Saved data entries:
= Beginning of Section =

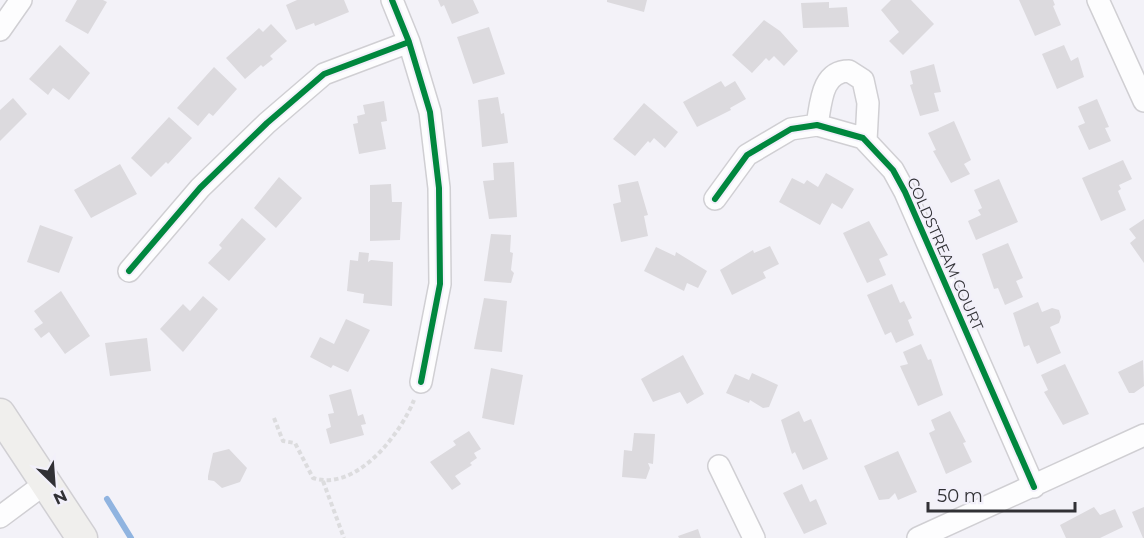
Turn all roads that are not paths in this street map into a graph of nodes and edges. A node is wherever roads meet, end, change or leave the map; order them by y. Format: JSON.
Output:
{"nodes":[{"id":1,"x":392,"y":0,"type":"edge"},
{"id":2,"x":14,"y":3,"type":"edge"},
{"id":3,"x":1106,"y":3,"type":"edge"},
{"id":4,"x":0,"y":30,"type":"edge"},
{"id":5,"x":409,"y":42,"type":"junction"},
{"id":6,"x":1144,"y":100,"type":"edge"},
{"id":7,"x":817,"y":125,"type":"junction"},
{"id":8,"x":866,"y":141,"type":"junction"},
{"id":9,"x":715,"y":198,"type":"dead end"},
{"id":10,"x":129,"y":271,"type":"dead end"},
{"id":11,"x":421,"y":382,"type":"road end"},
{"id":12,"x":0,"y":414,"type":"edge"},
{"id":13,"x":1144,"y":435,"type":"edge"},
{"id":14,"x":719,"y":466,"type":"dead end"},
{"id":15,"x":47,"y":482,"type":"junction"},
{"id":16,"x":1034,"y":487,"type":"junction"},
{"id":17,"x":0,"y":517,"type":"edge"},
{"id":18,"x":82,"y":538,"type":"edge"},
{"id":19,"x":754,"y":538,"type":"edge"},
{"id":20,"x":918,"y":538,"type":"edge"}],
"edges":[{"from":1,"to":5,"type":"street"},
{"from":2,"to":4,"type":"street"},
{"from":3,"to":6,"type":"street"},
{"from":5,"to":10,"type":"street"},
{"from":5,"to":11,"type":"street"},
{"from":7,"to":8,"type":"street","name":"COLDSTREAM COURT"},
{"from":7,"to":8,"type":"street"},
{"from":7,"to":9,"type":"street","name":"COLDSTREAM COURT"},
{"from":8,"to":16,"type":"street","name":"COLDSTREAM COURT"},
{"from":12,"to":15,"type":"main road"},
{"from":13,"to":16,"type":"street"},
{"from":14,"to":19,"type":"street"},
{"from":15,"to":17,"type":"street"},
{"from":15,"to":18,"type":"main road"},
{"from":16,"to":20,"type":"street"}]}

= End of Section =

■ **DESCRIPTION OF THE TASK**:
Without the pictures, extract every entry verbatim.

■ **YOUR SOLUTION**:
Turn all roads that are not paths in this street map into a graph of nodes and edges. A node is wherever roads meet, end, change or leave the map; order them by y. Format: JSON.
Output:
{"nodes":[{"id":1,"x":392,"y":0,"type":"edge"},
{"id":2,"x":14,"y":3,"type":"edge"},
{"id":3,"x":1106,"y":3,"type":"edge"},
{"id":4,"x":0,"y":30,"type":"edge"},
{"id":5,"x":409,"y":42,"type":"junction"},
{"id":6,"x":1144,"y":100,"type":"edge"},
{"id":7,"x":817,"y":125,"type":"junction"},
{"id":8,"x":866,"y":141,"type":"junction"},
{"id":9,"x":715,"y":198,"type":"dead end"},
{"id":10,"x":129,"y":271,"type":"dead end"},
{"id":11,"x":421,"y":382,"type":"road end"},
{"id":12,"x":0,"y":414,"type":"edge"},
{"id":13,"x":1144,"y":435,"type":"edge"},
{"id":14,"x":719,"y":466,"type":"dead end"},
{"id":15,"x":47,"y":482,"type":"junction"},
{"id":16,"x":1034,"y":487,"type":"junction"},
{"id":17,"x":0,"y":517,"type":"edge"},
{"id":18,"x":82,"y":538,"type":"edge"},
{"id":19,"x":754,"y":538,"type":"edge"},
{"id":20,"x":918,"y":538,"type":"edge"}],
"edges":[{"from":1,"to":5,"type":"street"},
{"from":2,"to":4,"type":"street"},
{"from":3,"to":6,"type":"street"},
{"from":5,"to":10,"type":"street"},
{"from":5,"to":11,"type":"street"},
{"from":7,"to":8,"type":"street","name":"COLDSTREAM COURT"},
{"from":7,"to":8,"type":"street"},
{"from":7,"to":9,"type":"street","name":"COLDSTREAM COURT"},
{"from":8,"to":16,"type":"street","name":"COLDSTREAM COURT"},
{"from":12,"to":15,"type":"main road"},
{"from":13,"to":16,"type":"street"},
{"from":14,"to":19,"type":"street"},
{"from":15,"to":17,"type":"street"},
{"from":15,"to":18,"type":"main road"},
{"from":16,"to":20,"type":"street"}]}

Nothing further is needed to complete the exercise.